How to Make Calico Corn Cookies
Calico corn is the best corn, don’t you agree? It’s pretty and multi-colored – and doesn’t get stuck in your teeth. Even better, in this case, the corn kernels are chocolate candies! Best. Corn. Ever. The perfect cookies for a Thanksgiving table or decorating with kids, these are fun and simple to make!
Our friend and brand ambassador Bridget Edwards from Bake at 350 shows us how it’s done!
The first and most challenging step in making the cookies is to separate the candy coated chocolate pieces by color. The tricky part is not inhaling the other colors during the process. I like to use yellow, orange, and brown, but I’ve seen actual Calico corn in shades of blue and pink. Use whatever color scheme you love.
To make the Calico Corn Cookies, you’ll need:
- Sugar Cookie Dough
- Leaf cookie cutters in large and small (dough may be hand-cut if cutters not available)
- Royal Icing
- Gel paste food coloring in gold and egg yellow (a lighter shade of egg yellow can be substituted for the gold)
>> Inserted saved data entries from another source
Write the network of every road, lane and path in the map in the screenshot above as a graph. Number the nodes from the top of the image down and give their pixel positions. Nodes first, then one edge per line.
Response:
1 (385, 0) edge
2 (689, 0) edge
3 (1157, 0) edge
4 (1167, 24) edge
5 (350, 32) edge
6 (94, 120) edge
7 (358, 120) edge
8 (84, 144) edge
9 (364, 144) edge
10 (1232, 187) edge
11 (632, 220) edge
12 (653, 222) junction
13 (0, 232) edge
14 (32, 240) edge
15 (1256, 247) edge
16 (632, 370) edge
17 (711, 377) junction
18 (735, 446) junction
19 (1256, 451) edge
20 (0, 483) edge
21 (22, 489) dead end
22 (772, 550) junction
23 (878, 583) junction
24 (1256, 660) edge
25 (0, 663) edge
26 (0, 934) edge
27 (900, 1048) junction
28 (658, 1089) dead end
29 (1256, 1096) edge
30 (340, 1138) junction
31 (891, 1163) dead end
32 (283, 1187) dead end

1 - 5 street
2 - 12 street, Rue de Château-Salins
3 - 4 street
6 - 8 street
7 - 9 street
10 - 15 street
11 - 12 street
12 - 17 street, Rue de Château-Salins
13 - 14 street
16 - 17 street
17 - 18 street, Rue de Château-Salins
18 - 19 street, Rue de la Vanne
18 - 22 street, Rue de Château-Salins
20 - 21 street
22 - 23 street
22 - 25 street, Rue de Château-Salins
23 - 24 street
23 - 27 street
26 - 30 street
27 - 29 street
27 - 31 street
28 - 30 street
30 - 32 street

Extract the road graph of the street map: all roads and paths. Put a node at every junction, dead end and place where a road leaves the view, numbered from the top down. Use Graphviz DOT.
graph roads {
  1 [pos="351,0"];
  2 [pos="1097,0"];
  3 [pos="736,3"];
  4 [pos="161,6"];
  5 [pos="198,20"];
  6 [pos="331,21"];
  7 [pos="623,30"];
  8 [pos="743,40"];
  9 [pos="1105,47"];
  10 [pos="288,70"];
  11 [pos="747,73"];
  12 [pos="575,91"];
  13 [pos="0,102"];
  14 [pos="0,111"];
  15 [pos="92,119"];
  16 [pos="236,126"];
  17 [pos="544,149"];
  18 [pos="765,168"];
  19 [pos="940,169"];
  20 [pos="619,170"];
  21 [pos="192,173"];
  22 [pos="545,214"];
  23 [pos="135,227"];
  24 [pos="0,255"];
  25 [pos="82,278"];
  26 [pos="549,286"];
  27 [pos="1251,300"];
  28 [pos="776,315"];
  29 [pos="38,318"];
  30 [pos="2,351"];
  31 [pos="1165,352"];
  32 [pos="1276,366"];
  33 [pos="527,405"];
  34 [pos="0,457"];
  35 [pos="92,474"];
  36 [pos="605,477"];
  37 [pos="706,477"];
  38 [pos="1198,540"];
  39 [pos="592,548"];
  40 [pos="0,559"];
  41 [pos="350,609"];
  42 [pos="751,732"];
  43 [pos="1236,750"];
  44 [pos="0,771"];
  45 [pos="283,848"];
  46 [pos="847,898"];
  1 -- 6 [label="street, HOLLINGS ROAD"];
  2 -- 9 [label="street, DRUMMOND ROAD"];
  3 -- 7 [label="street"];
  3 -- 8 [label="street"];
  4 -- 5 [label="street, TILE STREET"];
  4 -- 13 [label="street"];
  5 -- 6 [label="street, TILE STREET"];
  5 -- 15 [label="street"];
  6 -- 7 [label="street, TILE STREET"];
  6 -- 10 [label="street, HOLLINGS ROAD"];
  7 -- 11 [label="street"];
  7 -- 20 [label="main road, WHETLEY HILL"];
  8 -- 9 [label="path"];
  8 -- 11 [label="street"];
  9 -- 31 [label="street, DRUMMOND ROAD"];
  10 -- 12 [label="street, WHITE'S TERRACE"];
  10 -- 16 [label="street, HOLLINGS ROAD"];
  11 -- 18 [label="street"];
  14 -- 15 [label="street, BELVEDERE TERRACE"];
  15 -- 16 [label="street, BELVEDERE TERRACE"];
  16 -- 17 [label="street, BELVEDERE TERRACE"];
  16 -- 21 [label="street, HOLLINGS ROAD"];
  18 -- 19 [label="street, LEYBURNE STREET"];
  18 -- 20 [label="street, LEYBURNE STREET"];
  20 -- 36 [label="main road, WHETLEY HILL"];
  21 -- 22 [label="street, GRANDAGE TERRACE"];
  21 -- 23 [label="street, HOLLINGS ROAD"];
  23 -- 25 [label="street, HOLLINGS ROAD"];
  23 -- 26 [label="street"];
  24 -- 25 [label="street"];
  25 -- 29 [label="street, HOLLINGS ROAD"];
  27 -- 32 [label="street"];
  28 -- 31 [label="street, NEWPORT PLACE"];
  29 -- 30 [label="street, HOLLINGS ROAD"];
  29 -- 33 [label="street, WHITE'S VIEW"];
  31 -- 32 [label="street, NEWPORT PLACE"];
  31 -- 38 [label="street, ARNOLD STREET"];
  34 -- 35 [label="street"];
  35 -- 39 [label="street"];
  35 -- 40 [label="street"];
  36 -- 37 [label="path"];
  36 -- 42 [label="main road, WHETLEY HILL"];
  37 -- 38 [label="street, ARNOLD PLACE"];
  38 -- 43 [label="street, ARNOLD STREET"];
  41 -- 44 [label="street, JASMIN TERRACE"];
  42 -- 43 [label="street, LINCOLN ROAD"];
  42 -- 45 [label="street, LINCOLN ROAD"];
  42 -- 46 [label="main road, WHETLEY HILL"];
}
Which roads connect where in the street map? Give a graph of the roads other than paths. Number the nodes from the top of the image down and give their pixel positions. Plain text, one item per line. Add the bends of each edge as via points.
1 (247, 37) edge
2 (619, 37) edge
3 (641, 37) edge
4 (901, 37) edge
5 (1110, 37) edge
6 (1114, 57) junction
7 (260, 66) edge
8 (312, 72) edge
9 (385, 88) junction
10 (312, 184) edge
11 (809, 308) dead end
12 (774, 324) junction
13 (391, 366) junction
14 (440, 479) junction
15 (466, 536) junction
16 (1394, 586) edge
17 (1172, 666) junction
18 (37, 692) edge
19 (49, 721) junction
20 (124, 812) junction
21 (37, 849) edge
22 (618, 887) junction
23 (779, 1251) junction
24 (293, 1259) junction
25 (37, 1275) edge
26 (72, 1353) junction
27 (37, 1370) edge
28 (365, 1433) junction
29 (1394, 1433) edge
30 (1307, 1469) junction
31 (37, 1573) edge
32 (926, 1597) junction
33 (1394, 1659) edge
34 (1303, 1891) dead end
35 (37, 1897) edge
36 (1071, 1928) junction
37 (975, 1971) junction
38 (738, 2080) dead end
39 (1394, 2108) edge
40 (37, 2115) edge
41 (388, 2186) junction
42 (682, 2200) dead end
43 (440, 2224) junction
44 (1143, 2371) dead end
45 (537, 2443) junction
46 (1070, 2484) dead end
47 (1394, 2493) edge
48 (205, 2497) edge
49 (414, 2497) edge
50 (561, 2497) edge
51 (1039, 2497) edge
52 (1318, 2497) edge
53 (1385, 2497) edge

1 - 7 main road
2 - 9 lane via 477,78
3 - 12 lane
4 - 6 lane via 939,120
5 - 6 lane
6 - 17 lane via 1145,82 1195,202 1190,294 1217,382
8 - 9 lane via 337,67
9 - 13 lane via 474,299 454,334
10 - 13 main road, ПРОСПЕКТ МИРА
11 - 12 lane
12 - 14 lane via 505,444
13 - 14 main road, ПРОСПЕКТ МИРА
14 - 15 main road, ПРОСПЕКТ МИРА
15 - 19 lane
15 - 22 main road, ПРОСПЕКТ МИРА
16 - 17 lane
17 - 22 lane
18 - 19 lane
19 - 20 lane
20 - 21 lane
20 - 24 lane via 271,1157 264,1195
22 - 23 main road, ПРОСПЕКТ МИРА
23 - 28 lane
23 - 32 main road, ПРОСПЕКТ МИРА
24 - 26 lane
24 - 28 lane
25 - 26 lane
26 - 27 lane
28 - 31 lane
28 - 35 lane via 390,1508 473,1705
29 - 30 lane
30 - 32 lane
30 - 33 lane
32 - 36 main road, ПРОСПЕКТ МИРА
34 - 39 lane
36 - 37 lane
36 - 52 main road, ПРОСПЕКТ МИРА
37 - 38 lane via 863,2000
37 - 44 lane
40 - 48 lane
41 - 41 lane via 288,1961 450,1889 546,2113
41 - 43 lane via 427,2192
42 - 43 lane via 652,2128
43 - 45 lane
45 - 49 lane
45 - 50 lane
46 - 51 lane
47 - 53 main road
- Piping bag fitted with a #2 tip
- Food-only flat paintbrush
- Offset spatula
- Chocolate-coated chocolate candies in yellow, orange, and brown
Make the cookies. For the larger leaf cookie, which will be the center of the corn, roll the dough to 1/4-inch. For the smaller leaf cookies, which will be the corn husk, roll the dough to 1/8-inch. Bake until done. Cool completely.
Make the royal icing. Divide into two bowls and tint. Tint one a light gold and one a medium egg yellow. A note on the “gold” - the coloring is a gold-tone yellow, not metallic. If you don’t have gold, tint ivory or a lighter shade of the egg yellow. Press plastic wrap onto the icing to prevent crusting.
Decorate the husks. Transfer the gold icing to a piping bag fitted with a #2 tip. Dampen the paintbrush, blotting well on a paper towel.
Starting at the bottom of the leaf, pipe a squiggly line. Drag the icing from the line up the cookie.
Add another line where the icing ends. Repeat with the paintbrush. Continue until you’ve reached the top of the cookie. The squiggly lines will not be precise and will vary from cookie to cookie. Let the icing dry for at least an hour.
Decorate the corn. Use an offset spatula to spread yellow icing onto the larger leaf shape.
Gently press two of the “husk” cookies into the icing at the bottom of the corn. I like to turn them upside down from the direction I used the paintbrush.
Press the chocolate candies into the remaining icing, placing the colors in a random pattern.
Let the icing dry at least a few hours before stacking or packaging.